Feature extraction 105 normally involves applying a mathematical transformation or predetermined algorithm to the data acquired in the sensing step. Recognition 106 normally involves a type of processing that requires some training, for instance through use of a neural network. Afterwards, a multi-modal integration unit ("MMI") applies multi-modal heuristics and or rules to decide how to yield a final multi- modal decision, which characterizes or labels some aspect of the scene based on the disparate data gathered and processed in the processes 102 and 103. Decision level integration has the advantage of simplicity of implementation. It can incorporate uni-modal systems that are independently studied, developed, and updated. These systems thus can operate as pre-processors. Also the communication channels between the uni-modal systems and the MMI are one-way and have little bandwidth. Decision-level integration, however, is limited in the level of cooperation that can be implemented between different modalities. In general, correlation between modalities is not fully exploited; therefore, information from one modality cannot be used to improve decisions made on the others. For instance, when the decisions from two redundant modalities do not agree, the most confident one is to be taken and the other is to be discarded, resulting in no overall improvement, if not degrading the results obtained with one modality, because of the competition with the others.

SUMMARY OF THE INVENTION

It is an object of the invention to enhance multi-modal integration by improving cooperative use of data between uni-modal contributors to the multi-modal system, while retaining the advantages of preprocessing from independent uni-modal systems.

This object is achieved in that the independent uni-modal systems create sets of characterization pairs, each pair including a respective candidate characterization and confidence level. The MMI receives and processes the sets of characterization pairs and supplies at least one final characterization of the signals. The final characterization is chosen from at least one of the characterization pairs.

Alternatively, the object is achieved in that the MMI receives candidate characterizing signals from the uni-modal contributors and provides at least one control signal thereto. The control signal controls processing and/or sensing. The control signal is derived from the candidate characterizing signals.

In a second alternative, the object is achieved in a training method. The method includes a training phase and a normal operation phase.

In the training phase, candidate characterization signals and ground truths are received. The candidate characterization signals are from a plurality of previously trained sensing devices, which devices include trained processors, and the candidate characterization signals result from an initial physical reality setting. Then training parameters are tuned to achieve ground truths about the physical reality, by evaluating optimization criteria and the candidate characterization signals. In the normal operation phase, further candidate characterization signals are received from the plurality of previously trained sensing devices. A tentative final characterization signal is created. Then at least one control signal is fed back to the at least one of the sensing devices. The control signal is adapted to cause a change in training and/or performance of a sensing device. The steps of the normal operation phase are repeated until a characterization criterion is met.

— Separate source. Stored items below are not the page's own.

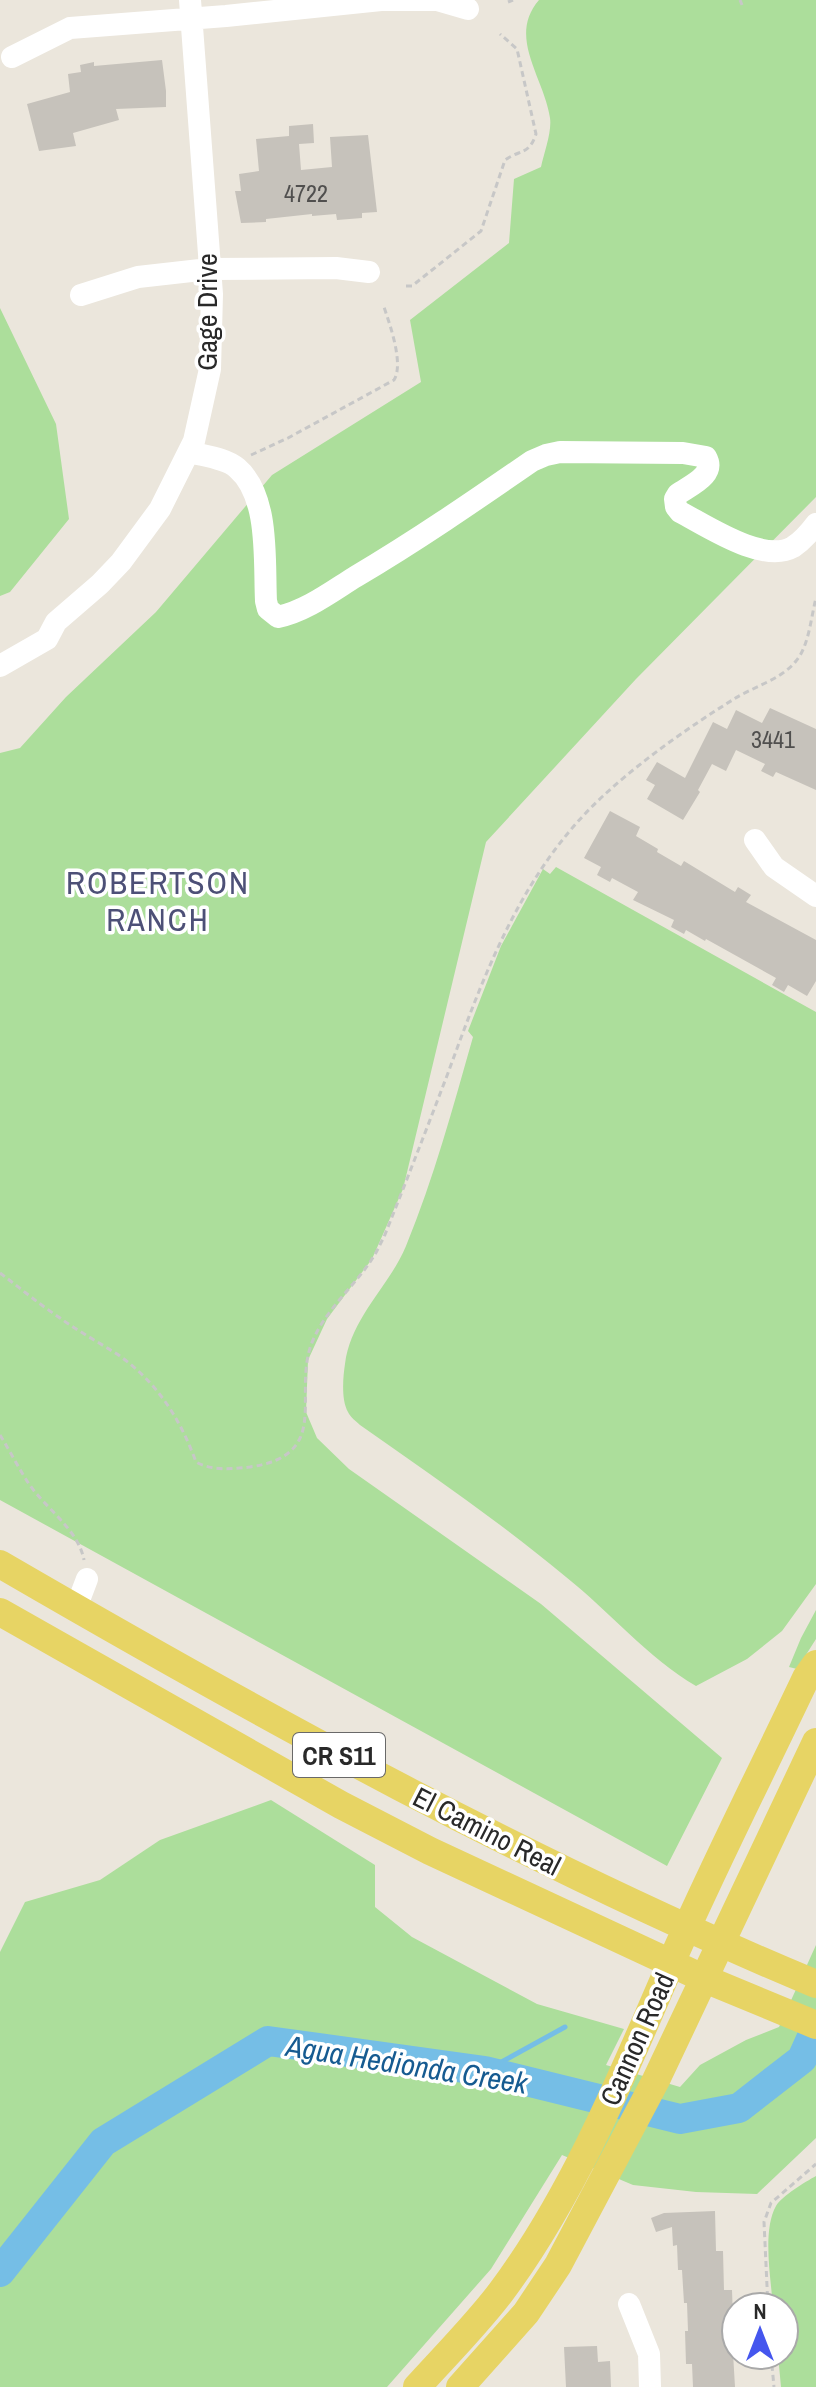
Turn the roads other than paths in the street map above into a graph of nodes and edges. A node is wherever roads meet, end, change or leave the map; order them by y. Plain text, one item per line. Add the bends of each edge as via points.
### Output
1 (191, 9) edge
2 (468, 9) dead end
3 (12, 57) dead end
4 (209, 269) junction
5 (369, 272) dead end
6 (81, 295) dead end
7 (189, 452) junction
8 (816, 524) edge
9 (56, 622) junction
10 (0, 648) edge
11 (0, 666) edge
12 (755, 840) dead end
13 (816, 896) edge
14 (0, 1564) edge
15 (87, 1579) road end
16 (76, 1608) junction
17 (0, 1612) edge
18 (816, 1664) edge
19 (816, 1742) edge
20 (687, 1928) junction
21 (723, 1943) junction
22 (671, 1963) junction
23 (705, 1979) junction
24 (809, 1981) edge
25 (816, 2025) edge
26 (629, 2304) dead end
27 (417, 2387) edge
28 (460, 2387) edge
29 (650, 2387) edge

1 - 2 street via 381,0 437,0
1 - 3 street via 70,28
1 - 4 street, Gage Drive
4 - 5 street
4 - 6 street via 138,277
4 - 7 street, Gage Drive via 210,369
7 - 8 street via 236,467 251,486 264,538 266,601 278,617 317,601 532,461 560,452 706,457 709,470 678,494 676,507 755,550 792,548
7 - 9 street, Gage Drive via 160,509 121,562
9 - 10 street, Gage Drive
9 - 11 street, Gage Drive via 47,639
12 - 13 street via 774,867
14 - 16 main road, El Camino Real / CR S11
15 - 16 street
16 - 20 main road, El Camino Real / CR S11 via 320,1745
17 - 22 main road, El Camino Real / CR S11 via 364,1817
18 - 20 main road, Cannon Road
19 - 21 main road, Cannon Road
20 - 21 main road, El Camino Real / CR S11
20 - 22 main road, Cannon Road
21 - 23 main road, Cannon Road
21 - 24 main road, El Camino Real / CR S11
22 - 23 main road, El Camino Real / CR S11
22 - 27 main road, Cannon Road via 625,2071 530,2249 500,2293
23 - 25 main road, El Camino Real / CR S11
23 - 28 main road, Cannon Road via 558,2265 526,2313
26 - 29 street via 649,2354

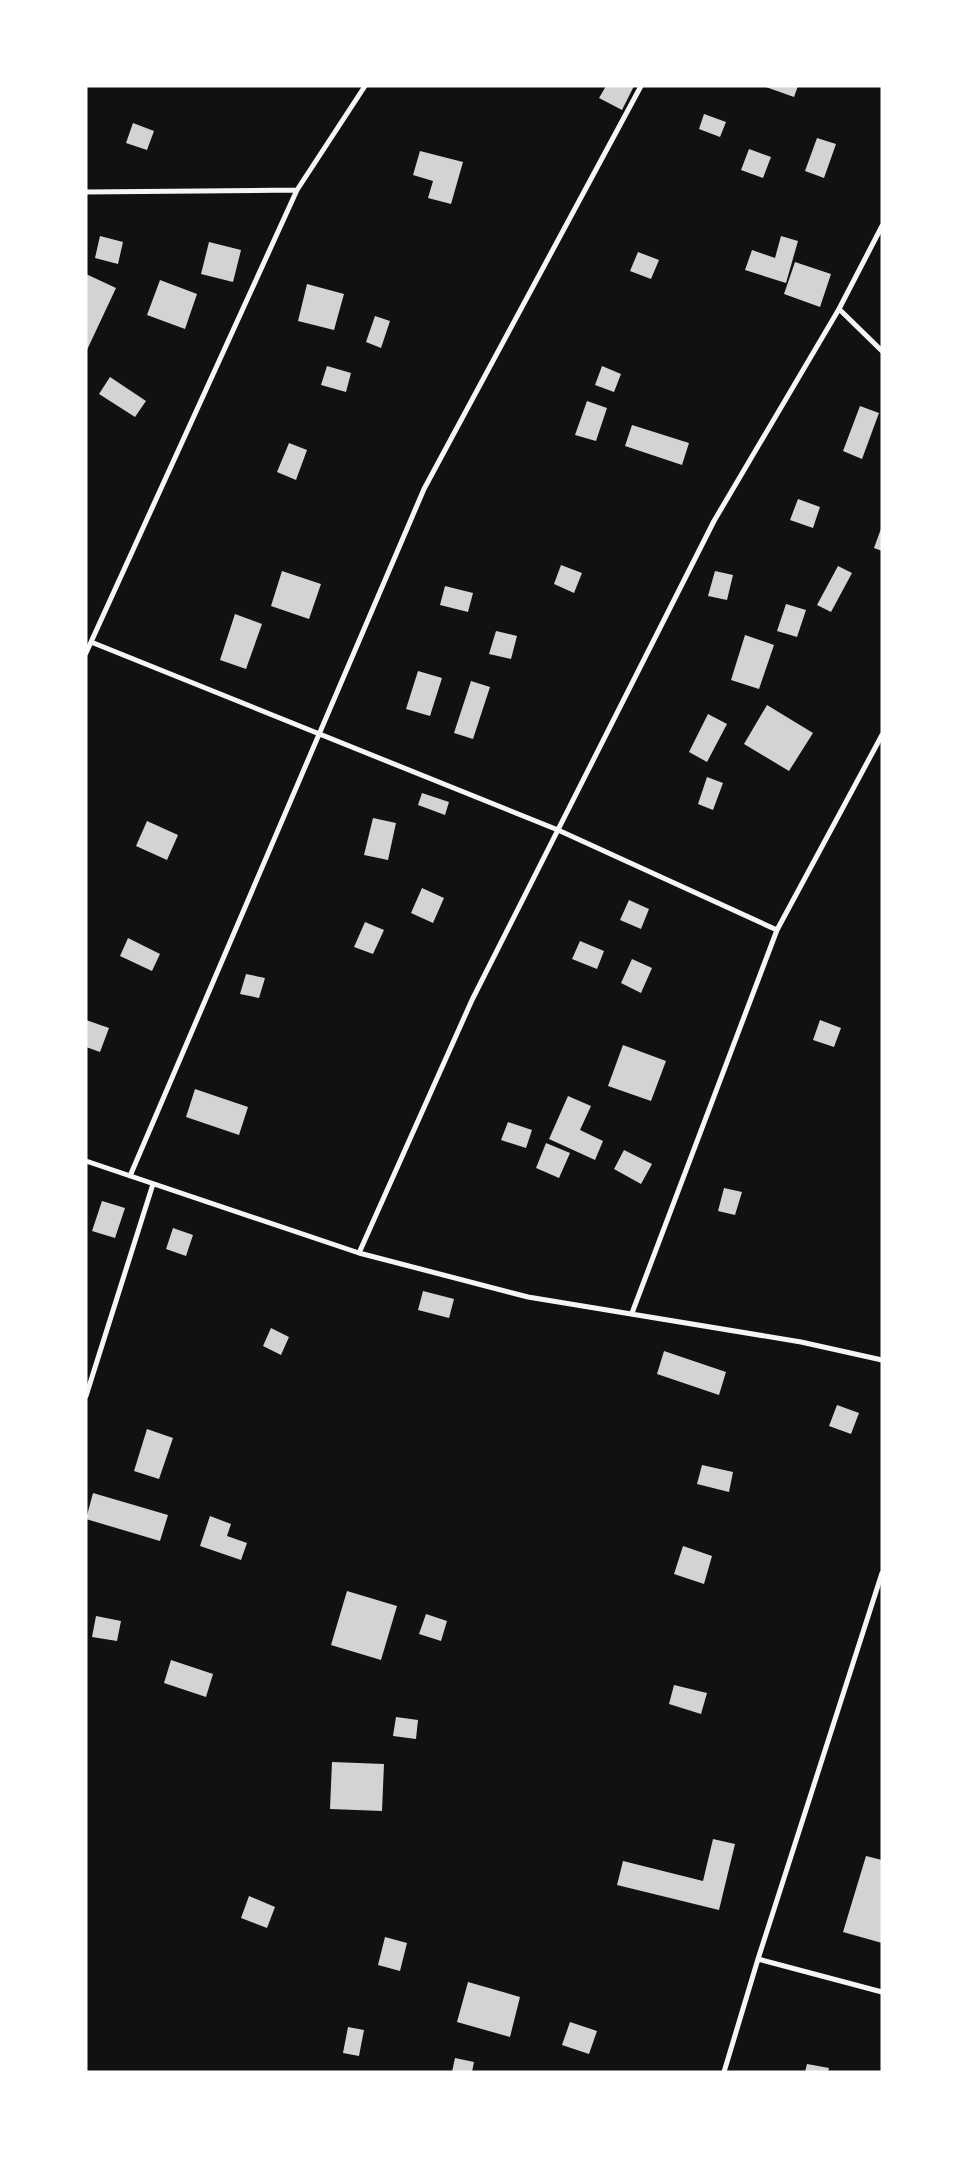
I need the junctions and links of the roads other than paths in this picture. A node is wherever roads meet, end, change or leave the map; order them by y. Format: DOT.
graph roads {
  1 [pos="365,86"];
  2 [pos="641,86"];
  3 [pos="297,190"];
  4 [pos="86,192"];
  5 [pos="882,226"];
  6 [pos="838,309"];
  7 [pos="882,351"];
  8 [pos="91,642"];
  9 [pos="86,653"];
  10 [pos="319,733"];
  11 [pos="882,735"];
  12 [pos="558,830"];
  13 [pos="776,930"];
  14 [pos="86,1161"];
  15 [pos="130,1176"];
  16 [pos="153,1184"];
  17 [pos="359,1253"];
  18 [pos="632,1312"];
  19 [pos="882,1360"];
  20 [pos="86,1396"];
  21 [pos="882,1573"];
  22 [pos="758,1960"];
  23 [pos="882,1992"];
  24 [pos="724,2072"];
  1 -- 3 [label="street"];
  2 -- 10 [label="street"];
  3 -- 4 [label="street"];
  3 -- 8 [label="street"];
  5 -- 6 [label="street"];
  6 -- 7 [label="street"];
  6 -- 12 [label="street"];
  8 -- 9 [label="street"];
  8 -- 10 [label="street"];
  10 -- 12 [label="street"];
  10 -- 15 [label="street"];
  11 -- 13 [label="street"];
  12 -- 13 [label="street"];
  12 -- 17 [label="street"];
  13 -- 18 [label="street"];
  14 -- 15 [label="street"];
  15 -- 16 [label="street"];
  16 -- 17 [label="street"];
  16 -- 20 [label="street"];
  17 -- 18 [label="street"];
  18 -- 19 [label="street"];
  21 -- 22 [label="street"];
  22 -- 23 [label="street"];
  22 -- 24 [label="street"];
}
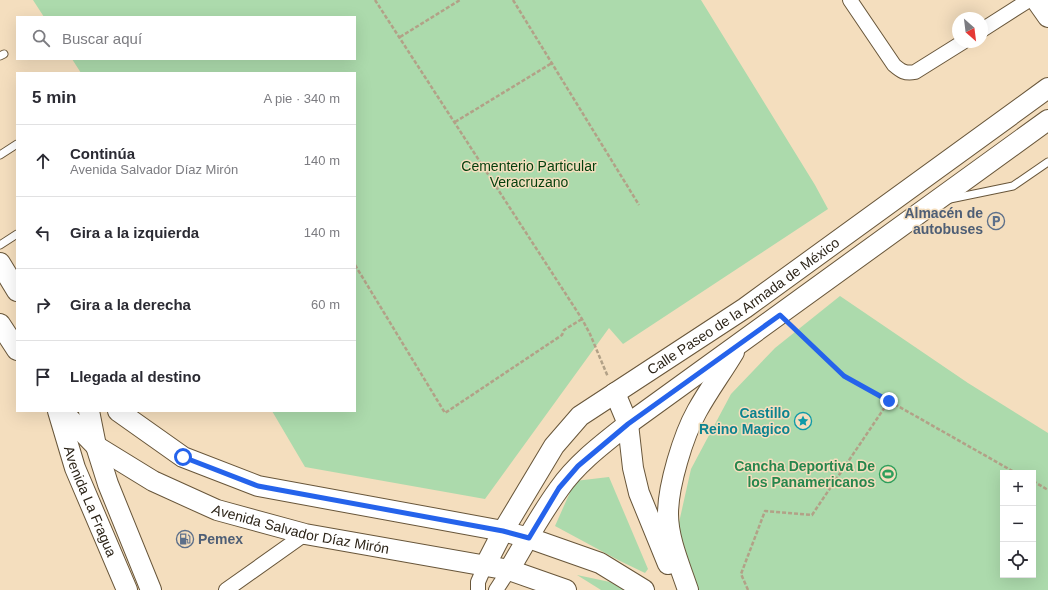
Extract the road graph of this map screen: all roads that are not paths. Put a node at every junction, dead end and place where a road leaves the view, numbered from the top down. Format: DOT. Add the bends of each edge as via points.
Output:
graph roads {
  1 [pos="850,0"];
  2 [pos="1029,0"];
  3 [pos="1036,0"];
  4 [pos="1048,17"];
  5 [pos="988,26"];
  6 [pos="954,48"];
  7 [pos="1048,88"];
  8 [pos="1048,120"];
  9 [pos="16,145"];
  10 [pos="0,155"];
  11 [pos="1048,162"];
  12 [pos="936,201"];
  13 [pos="16,235"];
  14 [pos="0,245"];
  15 [pos="0,264"];
  16 [pos="16,289"];
  17 [pos="0,324"];
  18 [pos="740,344"];
  19 [pos="16,348"];
  20 [pos="615,393"];
  21 [pos="58,412"];
  22 [pos="63,412"];
  23 [pos="89,412"];
  24 [pos="119,412"];
  25 [pos="628,424"];
  26 [pos="96,446"];
  27 [pos="503,531"];
  28 [pos="305,534"];
  29 [pos="529,538"];
  30 [pos="509,570"];
  31 [pos="480,579"];
  32 [pos="128,590"];
  33 [pos="151,590"];
  34 [pos="226,590"];
  35 [pos="496,590"];
  36 [pos="566,590"];
  37 [pos="644,590"];
  38 [pos="683,590"];
  39 [pos="688,590"];
  1 -- 6 [label="street" via="894,65 901,71 908,73 923,68"];
  2 -- 5 [label="street"];
  3 -- 4 [label="main road"];
  7 -- 20 [label="main road, Calle Paseo de la Armada de México" via="745,308"];
  8 -- 12 [label="main road, Calle Paseo de la Armada de México"];
  9 -- 10 [label="lane"];
  11 -- 12 [label="lane" via="1013,186"];
  12 -- 18 [label="main road, Calle Paseo de la Armada de México"];
  13 -- 14 [label="lane"];
  15 -- 16 [label="main road"];
  17 -- 19 [label="main road"];
  18 -- 25 [label="main road, Calle Paseo de la Armada de México"];
  18 -- 39 [label="main road" via="696,412 670,489 668,515 674,546"];
  20 -- 25 [label="main road"];
  20 -- 27 [label="main road, Calle Paseo de la Armada de México" via="580,416 554,446"];
  21 -- 32 [label="main road, Avenida La Fragua" via="76,468"];
  22 -- 26 [label="main road, Avenida Salvador Díaz Mirón"];
  23 -- 26 [label="main road, Avenida La Fragua"];
  24 -- 27 [label="main road" via="183,457 258,486"];
  25 -- 29 [label="main road, Calle Paseo de la Armada de México" via="578,466 559,488"];
  25 -- 38 [label="main road" via="639,493 676,582"];
  26 -- 28 [label="main road, Avenida Salvador Díaz Mirón" via="153,481 217,510"];
  26 -- 33 [label="main road, Avenida La Fragua" via="108,484"];
  27 -- 29 [label="main road"];
  27 -- 31 [label="main road, Calle Paseo de la Armada de México"];
  28 -- 31 [label="main road, Avenida Salvador Díaz Mirón"];
  28 -- 34 [label="street"];
  29 -- 30 [label="main road, Calle Paseo de la Armada de México"];
  29 -- 37 [label="main road" via="600,563"];
  30 -- 31 [label="main road, Avenida Salvador Díaz Mirón"];
  30 -- 35 [label="street"];
  30 -- 36 [label="main road, Avenida Salvador Díaz Mirón"];
  31 -- 35 [label="street, Avenida Salvador Díaz Mirón"];
}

Additionally, the object of the invention is achieved in a uni-modal sensing device which provides characterization information upwards to a multi-modal integration unit, and receives multi-modal contextual information down from the multi-modal integration unit.

In a related field, more cooperation between uni-modal devices is achieved without pre-processing. This field will be called "feature level integration" herein. An example of this field is to be found in U.S. Pat. No. 5,586,215. Fig. 2 shows the general concept of feature level processing. Again, at 101, a scene is presented. At 202, at least two different types of sensing occur. Then at 203, all sensed data, is subjected to some type of feature extraction to yield a feature vector. The feature vector is then processed to yield some kind of multi-modal recognition at 204, with a multi-modal decision being output at 205. Again, feature extraction typicallyresults from applying some sort of mathematical transformation or predefined algorithm to the sensed data; while recognition is usually an operation requiring some kind of training, such as use of a neural network.

BRIEF DESCRIPTION OF THE DRAWING

The invention will now be described by way of non-limiting example, with reference to the following figures: Fig. 1 shows a prior art multi-modal integration architecture.

Fig. 2 shows a prior art multi-modal integration architecture.

Fig. 3 shows a system in accordance with the invention.

Fig. 4 shows a system in accordance with the invention.

Fig. 5 illustrates a list of symbols used to explain the invention. Fig. 6 is a flowchart describing development of a candidate list.

Fig. 7 is a schematic diagram of a super-system including several MMI devices.

Fig. 8 is a flow chart describing operation of an MMI. DETAILED DESCRIPTION OF THE PREFERRED EMBODIMENTS Application areas

There are a number of fields of application for multi-modal decision making. One is is lip-reading, where audio data for phoneme recognition is used in combination with video data in an effort to understand a speaker. Similarly, identification of a person might include a combination of audio and video data.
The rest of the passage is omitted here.